▶ **Task**: A faithful transcript of every entry is required; pictures do not belong in it.

▶ **Information supplied**:
-- Opening Marker --
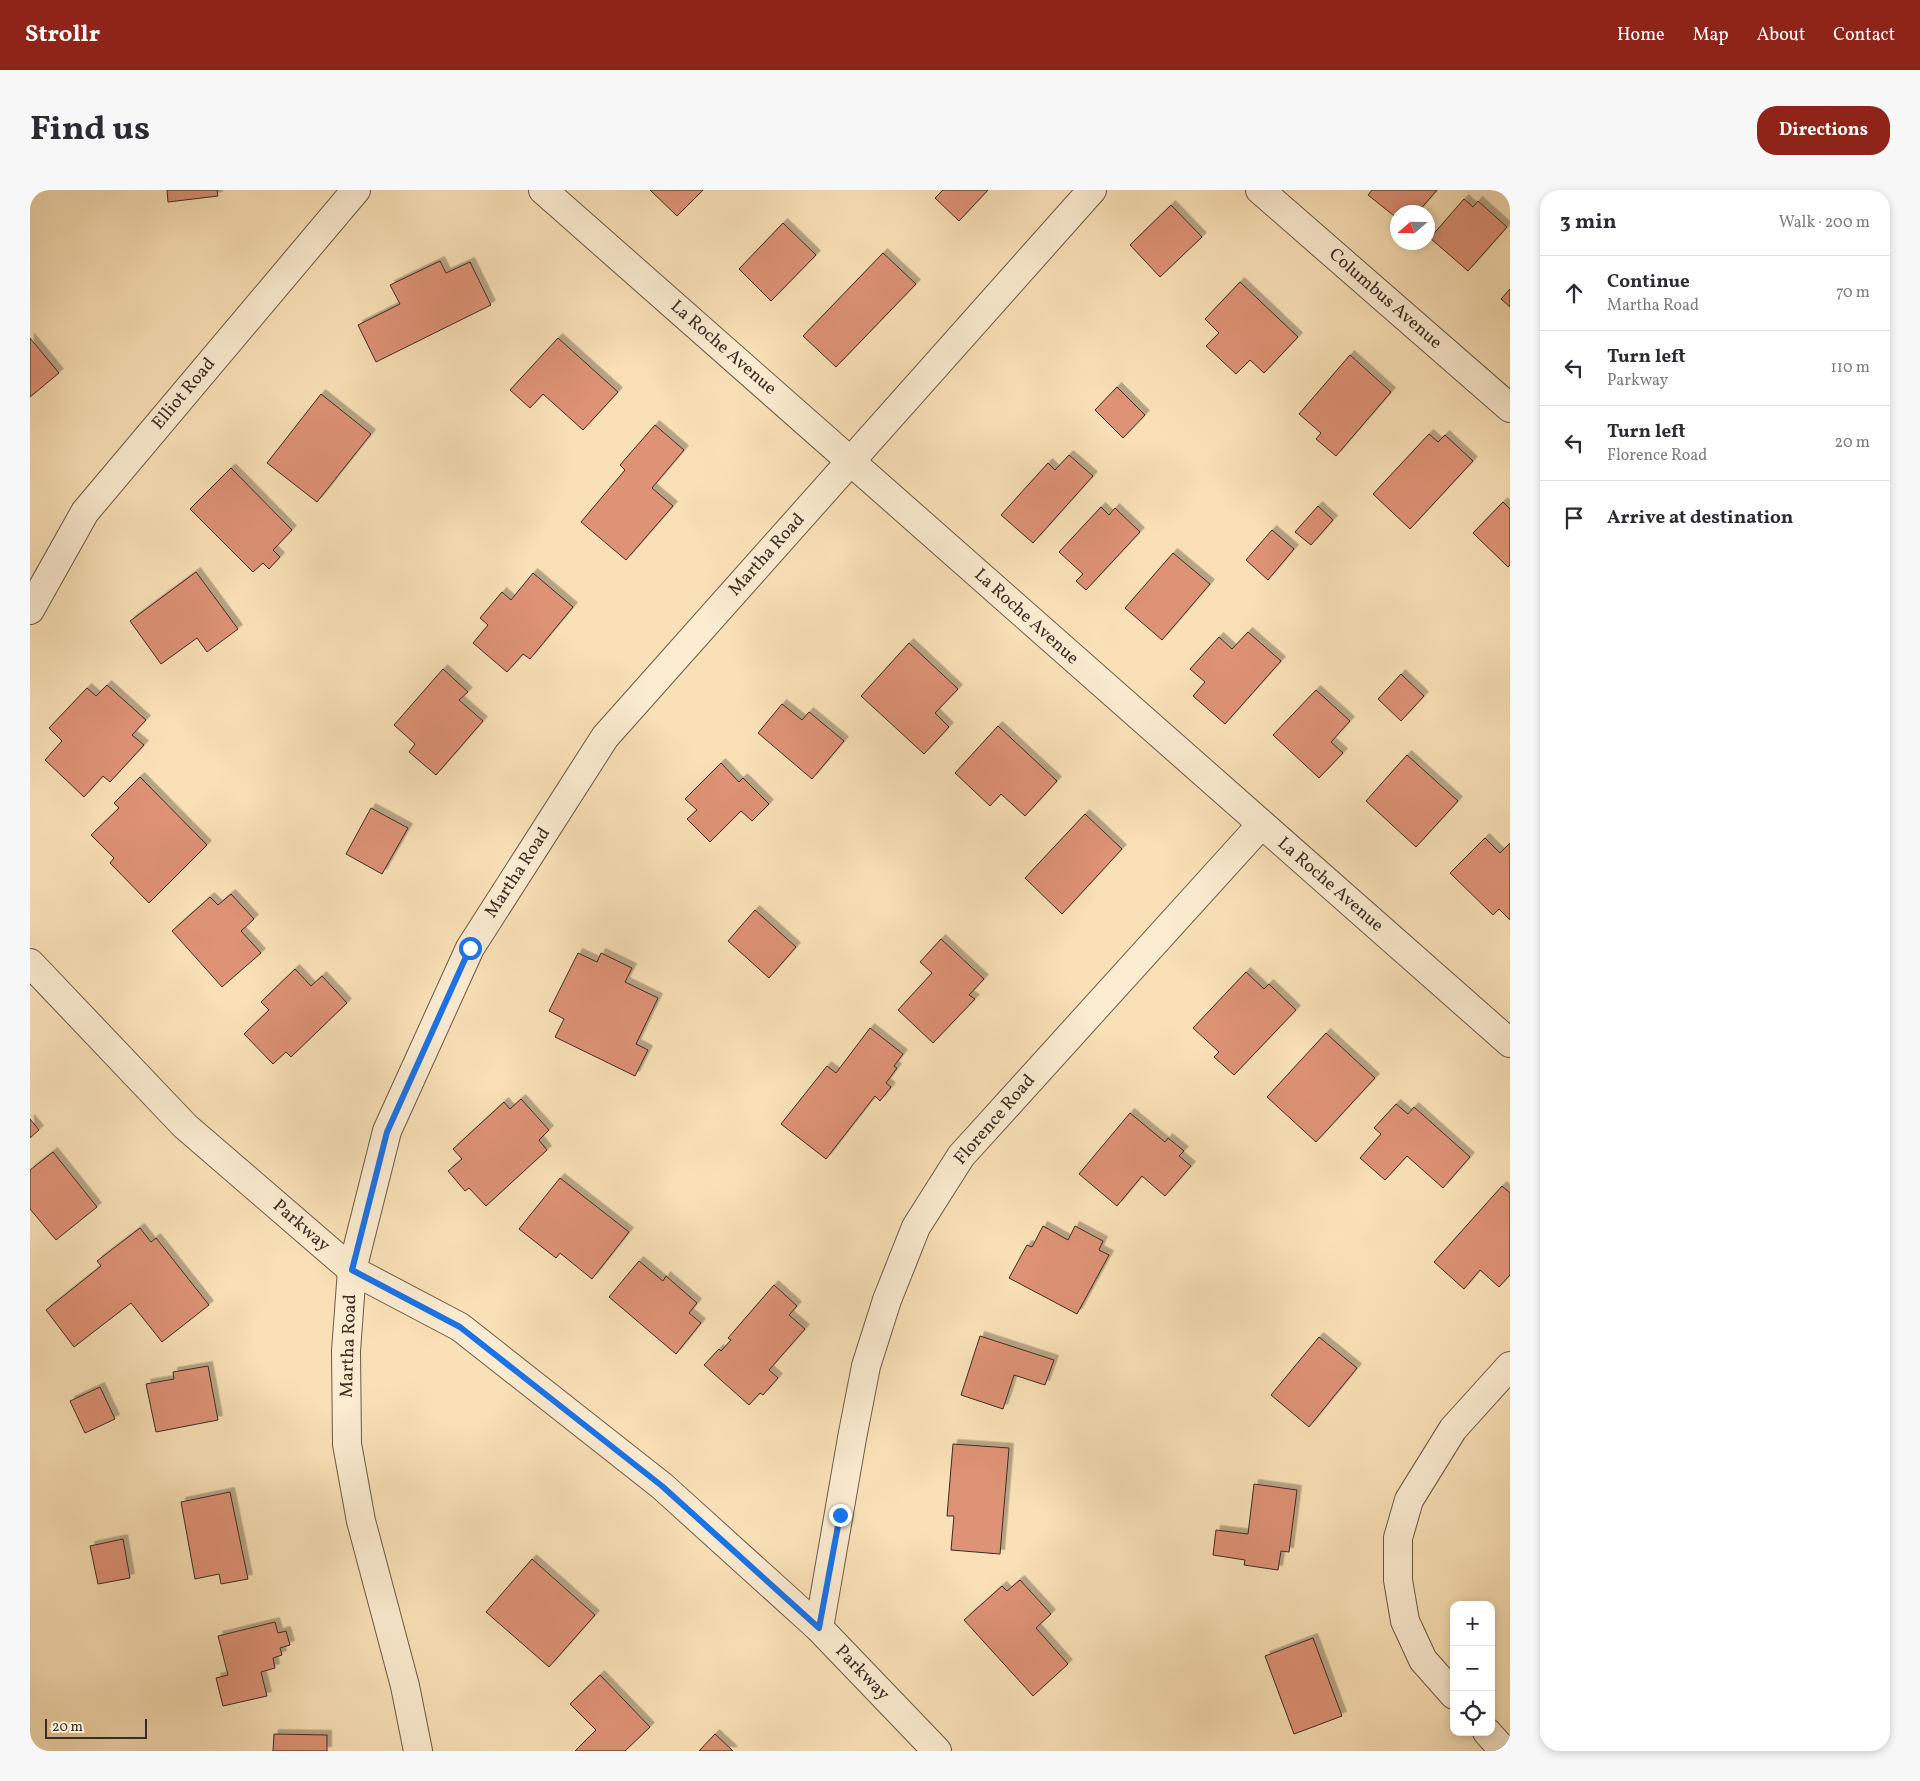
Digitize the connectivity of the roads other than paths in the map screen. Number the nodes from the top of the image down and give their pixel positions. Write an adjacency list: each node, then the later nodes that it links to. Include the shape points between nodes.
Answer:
1 (356, 190): 7 (street, Elliot Road, via 85,512)
2 (543, 190): 6 (street, La Roche Avenue)
3 (1092, 190): 6 (street, Martha Road)
4 (1260, 190): 5 (street, Columbus Avenue)
5 (1510, 408)
6 (850, 461): 8 (street, La Roche Avenue); 11 (street, Martha Road, via 605,737 470,948 387,1132)
7 (30, 610)
8 (1261, 825): 10 (street, La Roche Avenue); 13 (street, Florence Road, via 960,1156 916,1227 886,1300 866,1366)
9 (30, 964): 11 (street, Parkway, via 185,1126)
10 (1510, 1043)
11 (352, 1270): 13 (street, Parkway, via 460,1327 662,1486); 16 (street, Martha Road, via 346,1351 347,1444 361,1521 405,1686)
12 (1510, 1366): 14 (street, via 1452,1429 1409,1500 1398,1538 1398,1580 1405,1621 1424,1660)
13 (819, 1628): 17 (street, Parkway)
14 (1451, 1691)
15 (1490, 1736): 18 (street)
16 (418, 1751)
17 (937, 1751)
18 (1504, 1751)

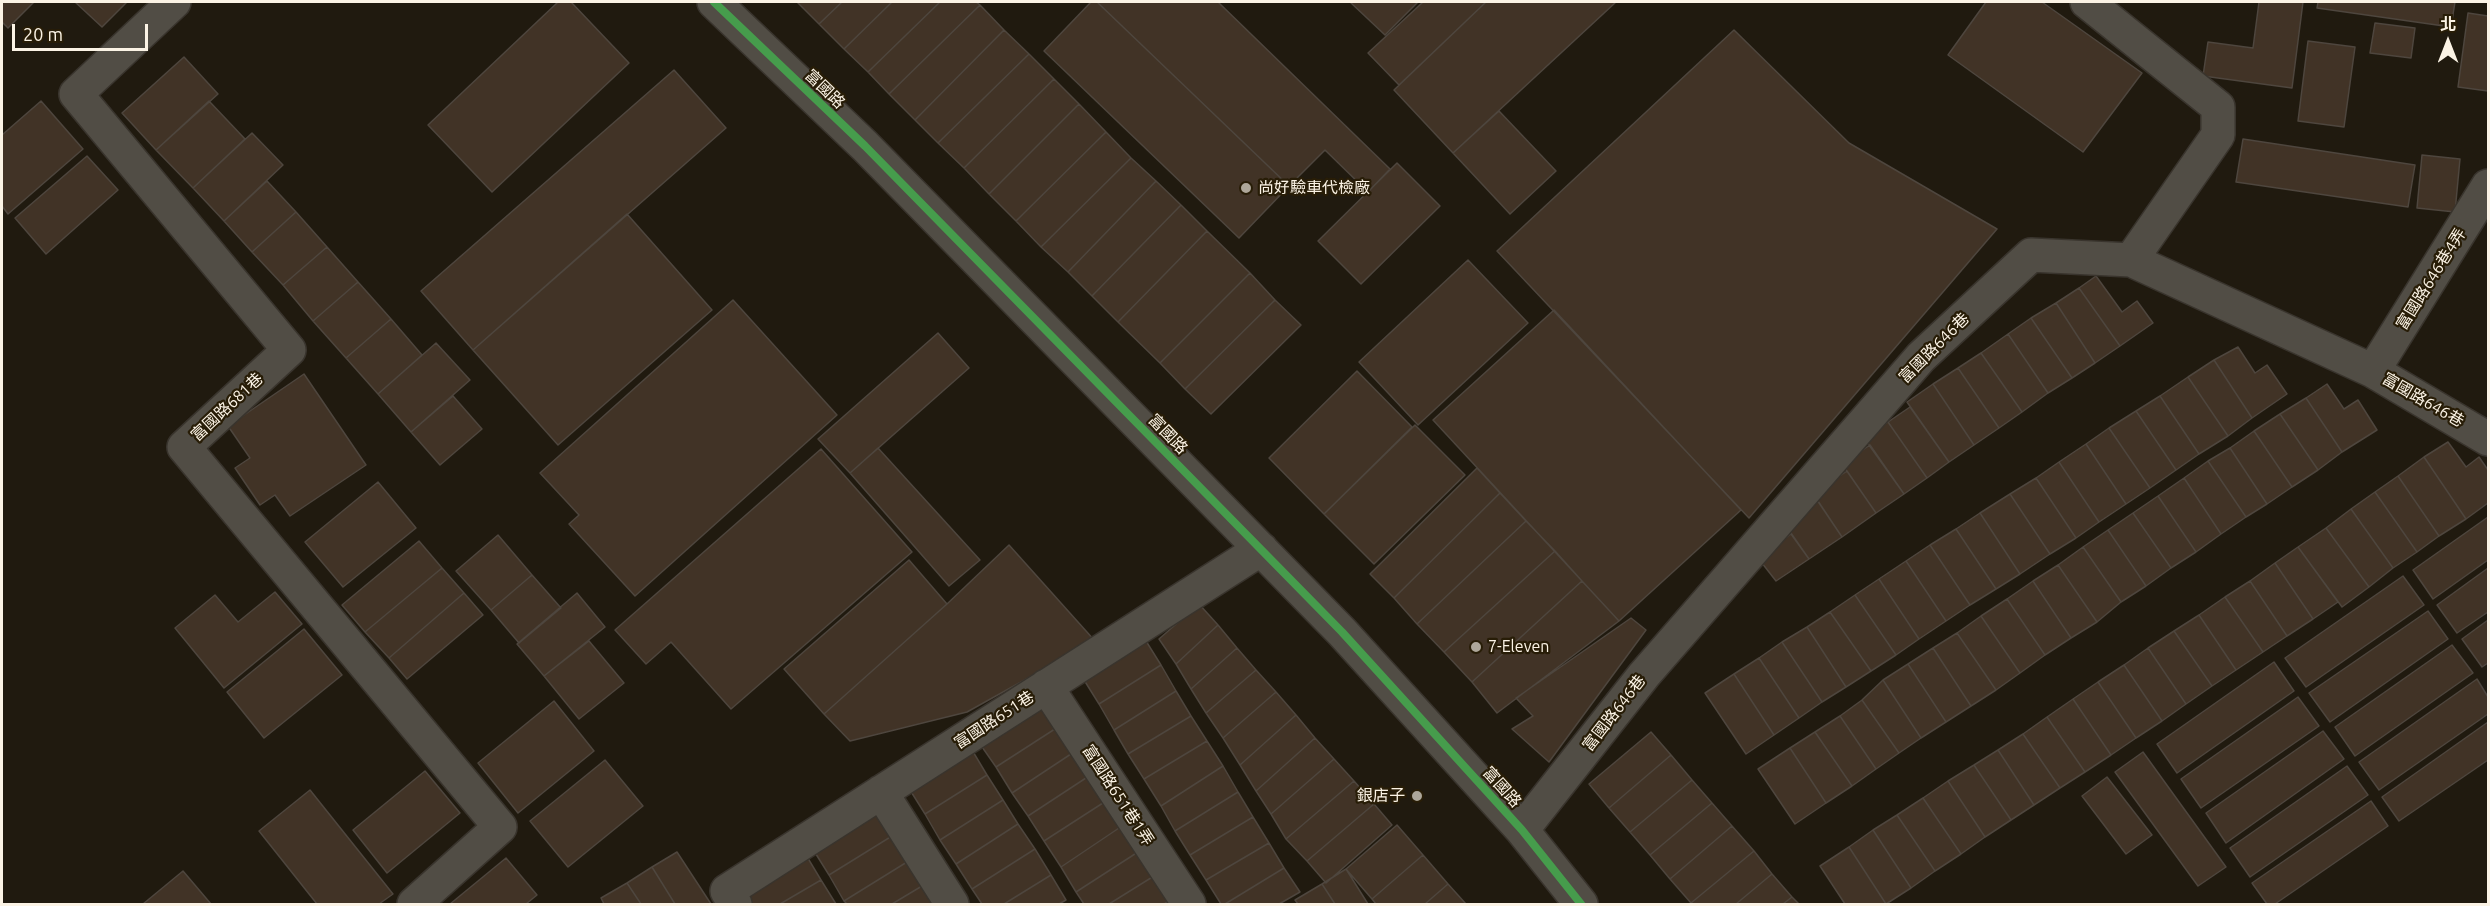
-- Closing Marker --
▶ **Answer to the exercise**:
Digitize the connectivity of the roads other than paths in the map screen. Number the nodes from the top of the image down and give their pixel positions. Write an adjacency list: each node, then the later nodes that it links to. Include the shape points between nodes.
Answer:
1 (356, 190): 7 (street, Elliot Road, via 85,512)
2 (543, 190): 6 (street, La Roche Avenue)
3 (1092, 190): 6 (street, Martha Road)
4 (1260, 190): 5 (street, Columbus Avenue)
5 (1510, 408)
6 (850, 461): 8 (street, La Roche Avenue); 11 (street, Martha Road, via 605,737 470,948 387,1132)
7 (30, 610)
8 (1261, 825): 10 (street, La Roche Avenue); 13 (street, Florence Road, via 960,1156 916,1227 886,1300 866,1366)
9 (30, 964): 11 (street, Parkway, via 185,1126)
10 (1510, 1043)
11 (352, 1270): 13 (street, Parkway, via 460,1327 662,1486); 16 (street, Martha Road, via 346,1351 347,1444 361,1521 405,1686)
12 (1510, 1366): 14 (street, via 1452,1429 1409,1500 1398,1538 1398,1580 1405,1621 1424,1660)
13 (819, 1628): 17 (street, Parkway)
14 (1451, 1691)
15 (1490, 1736): 18 (street)
16 (418, 1751)
17 (937, 1751)
18 (1504, 1751)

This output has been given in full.